[Data for this task]:
☆ ☆ ☆ ☆ ☆
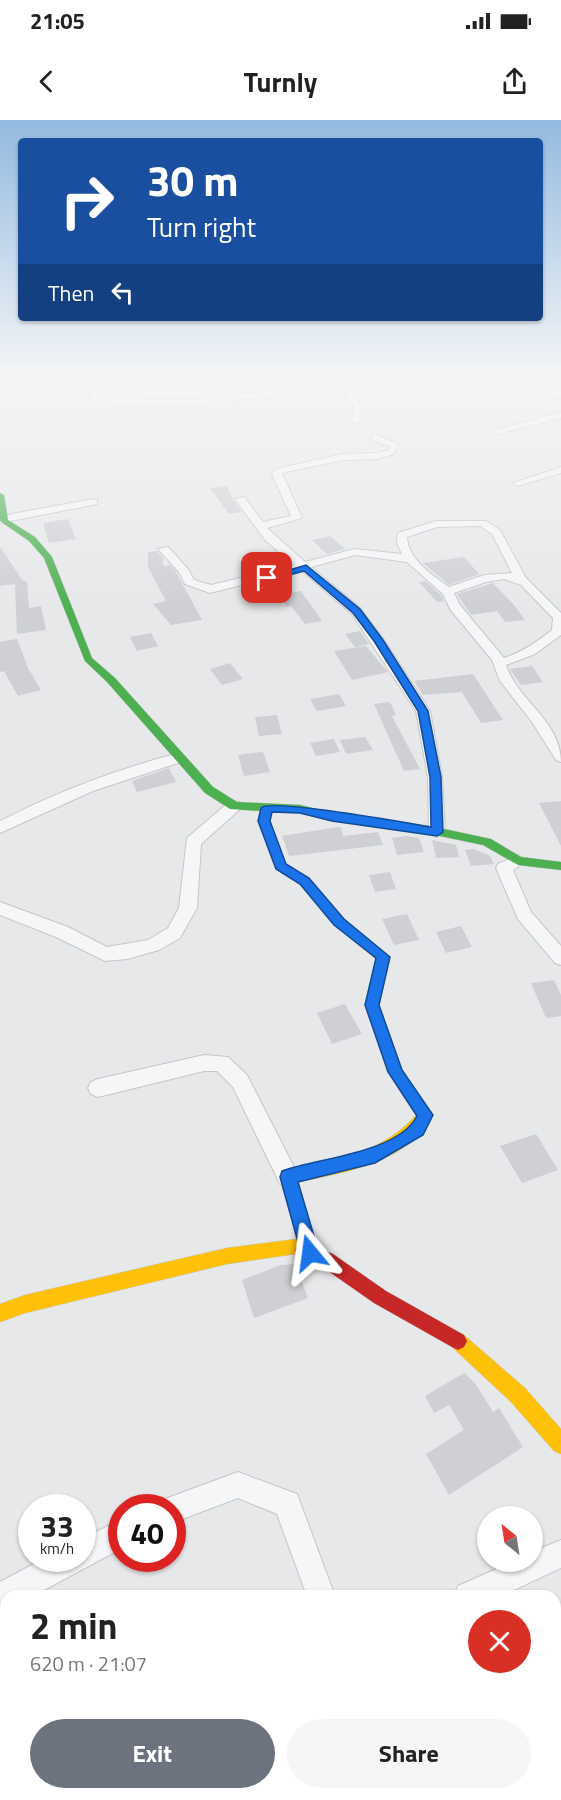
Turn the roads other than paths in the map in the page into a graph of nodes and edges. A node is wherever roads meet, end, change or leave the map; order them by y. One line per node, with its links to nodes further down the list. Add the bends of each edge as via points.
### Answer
1 (390, 452): 8 (street, via 343,457 279,471 297,518)
2 (561, 470): 3 (street)
3 (518, 483)
4 (0, 495): 7 (street)
5 (240, 499): 8 (street)
6 (93, 502): 7 (street)
7 (2, 521): 16 (street, via 32,539 48,557 88,659)
8 (260, 526): 11 (street)
9 (164, 549): 11 (street, via 189,582 210,589)
10 (412, 559): 11 (street, via 355,552); 12 (street, via 400,543 402,535 436,524 482,523 496,532); 13 (street)
11 (306, 568): 20 (street, via 356,611 423,711 435,777)
12 (521, 579): 13 (street, via 510,576 476,581); 14 (street, via 559,618 558,631 520,659)
13 (448, 592): 14 (street, via 454,606)
14 (499, 663): 15 (street, via 506,684 530,708)
15 (561, 757)
16 (179, 758): 17 (street, via 209,790); 19 (street, via 134,770 42,805)
17 (234, 806): 18 (street); 23 (street, via 193,842 188,908 174,933 153,945 105,954)
18 (267, 808): 20 (street, via 300,809); 26 (street, via 264,821 280,866 304,881 339,922 383,957 372,1005 396,1072 425,1115 417,1130 369,1158)
19 (0, 828)
20 (437, 832): 21 (street, via 488,842)
21 (518, 861): 22 (street); 24 (street, via 504,868 524,915)
22 (561, 866)
23 (0, 908)
24 (561, 958)
25 (98, 1088): 26 (street, via 204,1063 221,1063 240,1081)
26 (288, 1177): 27 (street)
27 (310, 1253): 28 (street, via 295,1246 227,1256); 29 (street, via 454,1338 518,1395)
28 (0, 1313)
29 (561, 1444)
30 (186, 1505): 34 (street, via 238,1485 287,1504)
31 (561, 1554): 35 (street)
32 (49, 1572): 33 (street)
33 (15, 1590)
34 (319, 1590)
35 (481, 1590)

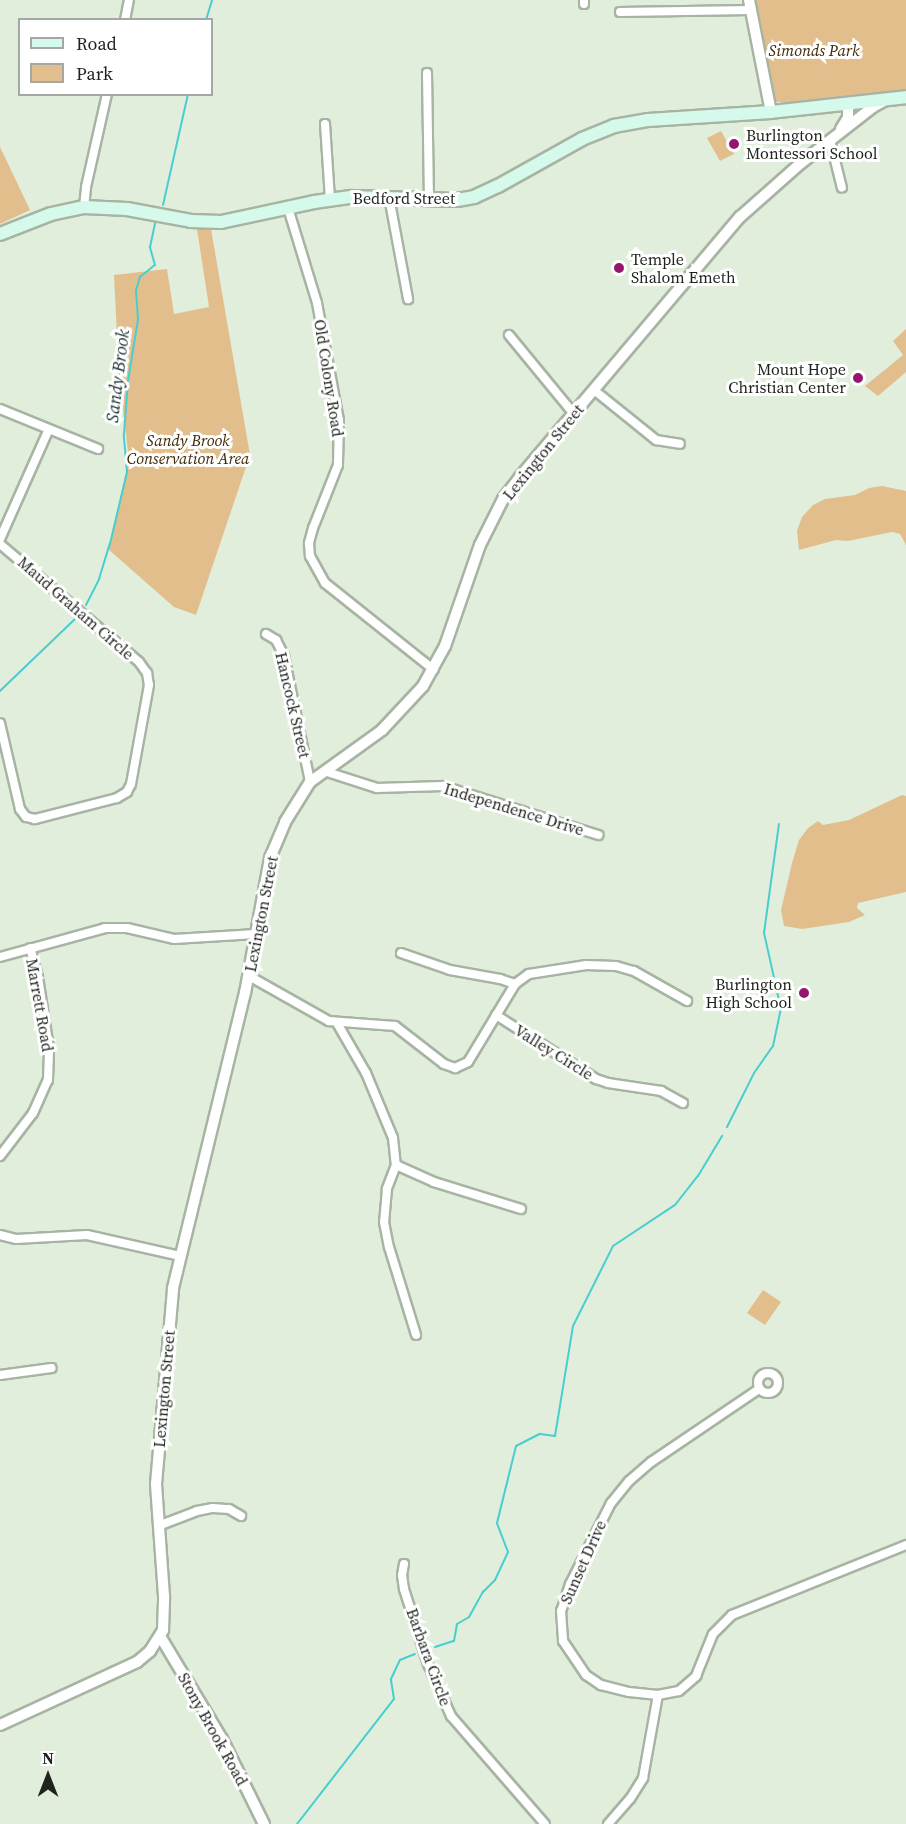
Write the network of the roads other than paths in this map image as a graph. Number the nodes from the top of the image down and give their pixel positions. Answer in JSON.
☆ ☆ ☆ ☆ ☆
[What you will do]: The entries should be reproduced word for word, pictures omitted.

[Response area]:
Turn the roads other than paths in the map in the page into a graph of nodes and edges. A node is wherever roads meet, end, change or leave the map; order them by y. One line per node, with its links to nodes further down the list. Add the bends of each edge as via points.
### Answer
1 (390, 452): 8 (street, via 343,457 279,471 297,518)
2 (561, 470): 3 (street)
3 (518, 483)
4 (0, 495): 7 (street)
5 (240, 499): 8 (street)
6 (93, 502): 7 (street)
7 (2, 521): 16 (street, via 32,539 48,557 88,659)
8 (260, 526): 11 (street)
9 (164, 549): 11 (street, via 189,582 210,589)
10 (412, 559): 11 (street, via 355,552); 12 (street, via 400,543 402,535 436,524 482,523 496,532); 13 (street)
11 (306, 568): 20 (street, via 356,611 423,711 435,777)
12 (521, 579): 13 (street, via 510,576 476,581); 14 (street, via 559,618 558,631 520,659)
13 (448, 592): 14 (street, via 454,606)
14 (499, 663): 15 (street, via 506,684 530,708)
15 (561, 757)
16 (179, 758): 17 (street, via 209,790); 19 (street, via 134,770 42,805)
17 (234, 806): 18 (street); 23 (street, via 193,842 188,908 174,933 153,945 105,954)
18 (267, 808): 20 (street, via 300,809); 26 (street, via 264,821 280,866 304,881 339,922 383,957 372,1005 396,1072 425,1115 417,1130 369,1158)
19 (0, 828)
20 (437, 832): 21 (street, via 488,842)
21 (518, 861): 22 (street); 24 (street, via 504,868 524,915)
22 (561, 866)
23 (0, 908)
24 (561, 958)
25 (98, 1088): 26 (street, via 204,1063 221,1063 240,1081)
26 (288, 1177): 27 (street)
27 (310, 1253): 28 (street, via 295,1246 227,1256); 29 (street, via 454,1338 518,1395)
28 (0, 1313)
29 (561, 1444)
30 (186, 1505): 34 (street, via 238,1485 287,1504)
31 (561, 1554): 35 (street)
32 (49, 1572): 33 (street)
33 (15, 1590)
34 (319, 1590)
35 (481, 1590)

Write the network of the roads other than paths in this map image as a graph. Number the nodes from the top of the image down and give their pixel positions. Answer in JSON.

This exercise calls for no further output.